Behind them are eight grills with tarps wrapped over them and a few concrete blocks stuffed with soil and popping evergreens. Steve did all of the work to make it a home. Steve is a man who cares about things -- most of all, his son. "We'd like him to call us more," says Steve Taylor, who works in commercial real estate. "Even once a day is not too much."
Taylor's parents live in the same apartment in which they raised him: a humble home of hardwood floors and French doors. The Taylors sit and gaze warmly upon their son. Steve is smiling. Betty is smiling. Frankly, these are parents any child would want. So you wonder how Leon came from them. It is understandable. But Taylor is just a glaring emblem of the male dynamic, who acted out on things most men leave to the imagination.
To his credit, Taylor does not sing the expected ghetto hymn of parental abandonment, does not see his failure as the shards of shattered home, a rap lyric as pretext for destruction. "My parents loved me," says Taylor, "and I loved them."
* * * * *
Taylor says he's been clean for over three years. He trains over a dozen people (nearly none of whom pay him) at Mendez Gym in the Chelsea section of Manhattan. By all accounts, he is always on time and on point.
"Super guy," says Tom Colicchio, of Top Chef fame, one of Taylor's paying customers. "I tore my ACL a while ago, and when I was ready to spar again I was told to enter the ring with Leon. I thought they were joking. Everyone knows what a legend he is." Colicchio laughed at the memory.
"I think I hit him once. You know you've done something special when you hit him."
Taylor works at Mendez from 6 a.m. to 9 a.m., and then jumps on a bus from Port Authority to New Jersey to train other fighters. No more "vacations" for Cat. "He calls himself 'Cat' now because he said he's crawling back to the good life," says Betty Taylor. Leon recently trained heavyweight hopeful Adam Kownacki, but the relationship died in the thorny portal of boxing politics. Whenever a fighter falls, even for five seconds and still wins the fight, the unrenowned trainer is the first to get the hook. If your name isn't Angelo Dundee or Emmanuel Steward, your job security hangs on the elastic moods of management.

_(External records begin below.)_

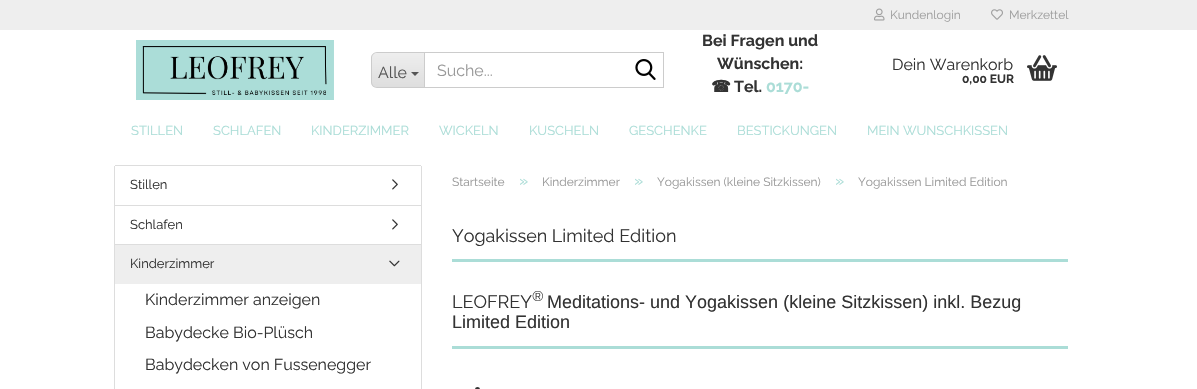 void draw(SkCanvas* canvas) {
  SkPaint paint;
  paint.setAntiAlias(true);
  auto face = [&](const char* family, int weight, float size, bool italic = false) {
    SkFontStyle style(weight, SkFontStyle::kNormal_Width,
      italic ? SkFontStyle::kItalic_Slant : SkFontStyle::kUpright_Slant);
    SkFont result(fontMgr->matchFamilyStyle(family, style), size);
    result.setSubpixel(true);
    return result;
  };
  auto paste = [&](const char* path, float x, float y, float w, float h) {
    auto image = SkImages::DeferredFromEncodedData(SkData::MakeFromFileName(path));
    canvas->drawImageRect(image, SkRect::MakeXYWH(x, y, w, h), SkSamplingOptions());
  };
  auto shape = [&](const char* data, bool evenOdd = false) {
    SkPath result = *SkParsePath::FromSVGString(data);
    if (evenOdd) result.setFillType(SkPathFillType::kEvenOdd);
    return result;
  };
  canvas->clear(0xffffffff);
  paint.setColor(0xffeeeeee);
  canvas->drawRect(SkRect::MakeXYWH(0, 0, 1197, 30), paint);
  paste("img/1.png", 874, 8, 11, 13);
  paste("img/2.png", 991, 9, 12, 11);
  paste("img/3.png", 136, 40, 198, 60);
  canvas->save();
  canvas->clipPath(shape("M377 52H424V88H377C373.5 88 371 85.5 371 82V58C371 54.5 373.5 52 377 52Z"), true);
  {
    const SkColor colors[] = {0xffeeeeee, 0xffdedede};
    const float stops[] = {0, 1};
    const SkPoint ends[] = {{398, 53}, {398, 87}};
    paint.setShader(SkGradientShader::MakeLinear(ends, colors, stops, 2, SkTileMode::kClamp));
    paint.setAlpha(255);
  }
  canvas->drawRect(SkRect::MakeXYWH(371, 53, 53, 34), paint);
  canvas->restore();
  paint.setShader(nullptr);
  paint.setColor(0xffcccccc);
  canvas->drawPath(shape("M377 52H424V88H377C374 88 371 85 371 82V58C371 55 374 52 377 52ZM377 53H424V87H377C374 87 372 85 372 82V58C372 55 374 53 377 53Z", true), paint);
  paint.setColor(0xff555555);
  canvas->drawPath(shape("M411 72H419L415 76Z"), paint);
  paint.setStroke(true);
  paint.setStrokeWidth(1);
  paint.setColor(0xffcccccc);
  canvas->drawRect(SkRect::MakeXYWH(424.5f, 52.5f, 239, 35), paint);
  paste("img/4.png", 635, 59, 21, 21);
  paste("img/5.png", 1027, 55, 30, 26);
  paint.setStroke(false);
  {
    const struct { float x, y, w, h; SkColor color; } items[] = {
      {115, 165, 306, 1, 0xffdddddd},
      {421, 166, 1, 223, 0xffdddddd},
      {114, 166, 1, 223, 0xffdddddd},
      {115, 205, 306, 1, 0xffdddddd},
    };
    for (auto [x, y, w, h, color] : items) {
      paint.setColor(color);
      canvas->drawRect(SkRect::MakeXYWH(x, y, w, h), paint);
    }
  }
  paste("img/6.png", 392, 179, 6, 11);
  canvas->drawRect(SkRect::MakeXYWH(115, 244, 306, 1), paint);
  paste("img/6.png", 392, 219, 6, 11);
  paint.setColor(0xffeeeeee);
  canvas->drawRect(SkRect::MakeXYWH(115, 245, 306, 39), paint);
  paste("img/7.png", 389, 260, 11, 7);
  paint.setColor(0xffabddd7);
  canvas->drawRect(SkRect::MakeXYWH(452, 259, 616, 3), paint);
  canvas->drawRect(SkRect::MakeXYWH(452, 346, 616, 3), paint);
  paint.setColor(0xff333333);
  canvas->drawCircle(477.5f, 389.5f, 2.5f, paint);
  auto f0 = face("Raleway", 100, 12);
  paint.setColor(0xff9f9f9f);
  canvas->drawString("Kundenlogin", 890, 19, f0, paint);
  canvas->drawString("Merkzettel", 1009, 19, f0, paint);
  auto f1 = face("Raleway", 100, 16);
  paint.setColor(0xff555555);
  canvas->drawString("Alle", 378, 78, f1, paint);
  paint.setColor(0xff999999);
  canvas->drawString("Suche...", 437, 76, f1, paint);
  auto f2 = face("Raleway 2", 100, 16);
  paint.setColor(0xff333333);
  canvas->drawString("Bei Fragen und", 702, 46, f2, paint);
  canvas->drawString("Wünschen:", 717, 69, f2, paint);
  auto f3 = face("DejaVu Sans", 700, 16);
  canvas->drawString("☎", 711, 92, f3, paint);
  canvas->drawString("Tel.", 734, 92, f2, paint);
  paint.setColor(0xffabddd7);
  canvas->drawString("0170-", 766, 92, f2, paint);
  paint.setColor(0xff333333);
  canvas->drawString("Dein Warenkorb", 892, 70, f1, paint);
  auto f4 = face("Raleway 2", 100, 12);
  canvas->drawString("0,00 EUR", 962, 83, f4, paint);
  auto f5 = face("Raleway", 100, 13);
  paint.setColor(0xffabddd7);
  {
    const struct { const char* s; float x, y; } items[] = {
      {"STILLEN", 131, 135},
      {"SCHLAFEN", 213, 135},
      {"KINDERZIMMER", 311, 135},
      {"WICKELN", 439, 135},
      {"KUSCHELN", 529, 135},
      {"GESCHENKE", 629, 135},
      {"BESTICKUNGEN", 737, 135},
      {"MEIN WUNSCHKISSEN", 867, 135},
    };
    for (auto [s, x, y] : items) {
      canvas->drawString(s, x, y, f5, paint);
    }
  }
  paint.setColor(0xff333333);
  {
    const struct { const char* s; float x, y; } items[] = {
      {"Stillen", 130, 189},
      {"Schlafen", 130, 229},
      {"Kinderzimmer", 130, 268},
    };
    for (auto [s, x, y] : items) {
      canvas->drawString(s, x, y, f5, paint);
    }
  }
  {
    const struct { const char* s; float x, y; } items[] = {
      {"Kinderzimmer anzeigen", 145, 305},
      {"Babydecke Bio-Plüsch", 145, 338},
      {"Babydecken von Fussenegger", 145, 370},
    };
    for (auto [s, x, y] : items) {
      canvas->drawString(s, x, y, f1, paint);
    }
  }
  paint.setColor(0xff999999);
  canvas->drawString("Startseite", 452, 186, f0, paint);
  paint.setColor(0xffabddd7);
  canvas->drawString("»", 519, 186, f1, paint);
  paint.setColor(0xff999999);
  canvas->drawString("Kinderzimmer", 542, 186, f0, paint);
  paint.setColor(0xffabddd7);
  canvas->drawString("»", 634, 186, f1, paint);
  paint.setColor(0xff999999);
  canvas->drawString("Yogakissen (kleine Sitzkissen)", 657, 186, f0, paint);
  paint.setColor(0xffabddd7);
  canvas->drawString("»", 835, 186, f1, paint);
  paint.setColor(0xff999999);
  canvas->drawString("Yogakissen Limited Edition", 858, 186, f0, paint);
  auto f6 = face("Raleway", 100, 18);
  paint.setColor(0xff333333);
  canvas->drawString("Yogakissen Limited Edition", 452, 242, f6, paint);
  canvas->drawString("LEOFREY", 452, 308, f6, paint);
  auto f7 = face("Raleway", 100, 14);
  canvas->drawString("®", 532, 301, f7, paint);
  auto f8 = face("Liberation Sans", 400, 18);
  canvas->drawString("Meditations- und Yogakissen (kleine Sitzkissen) inkl. Bezug", 547, 308, f8, paint);
  canvas->drawString("Limited Edition", 452, 328, f8, paint);
}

On this June afternoon, Leon Taylor presides ringside, his swollen elbows folded on the edge of the sky blue canvas. He springs up when he disapproves of his fighter's approach, his hoarse baritone drowning the room.
You must sit still in a gym to absorb its rhythms. Its inhabitants are very territorial, if not provincial. You will not find one person in one gym who compliments another. "I don't like Gleason's," they will say, without giving a valid reason.
Envy? Maybe. Mendez has all the bona fides of a boxing gym. Six heavy bags hang like sausage from rusty chains, the walls lathered with pictures and posters, and the requisite hangnails of vanilla paint dangle by the ceiling.
It is not Gleason's. It can't be. But it's home. And it's safe. And sometimes safe is best. We need Leon Taylor safe. He is the good after the bad, the American dream in retrograde, a man to be measured beyond the rigid words on a rap sheet. This Cat has more lives.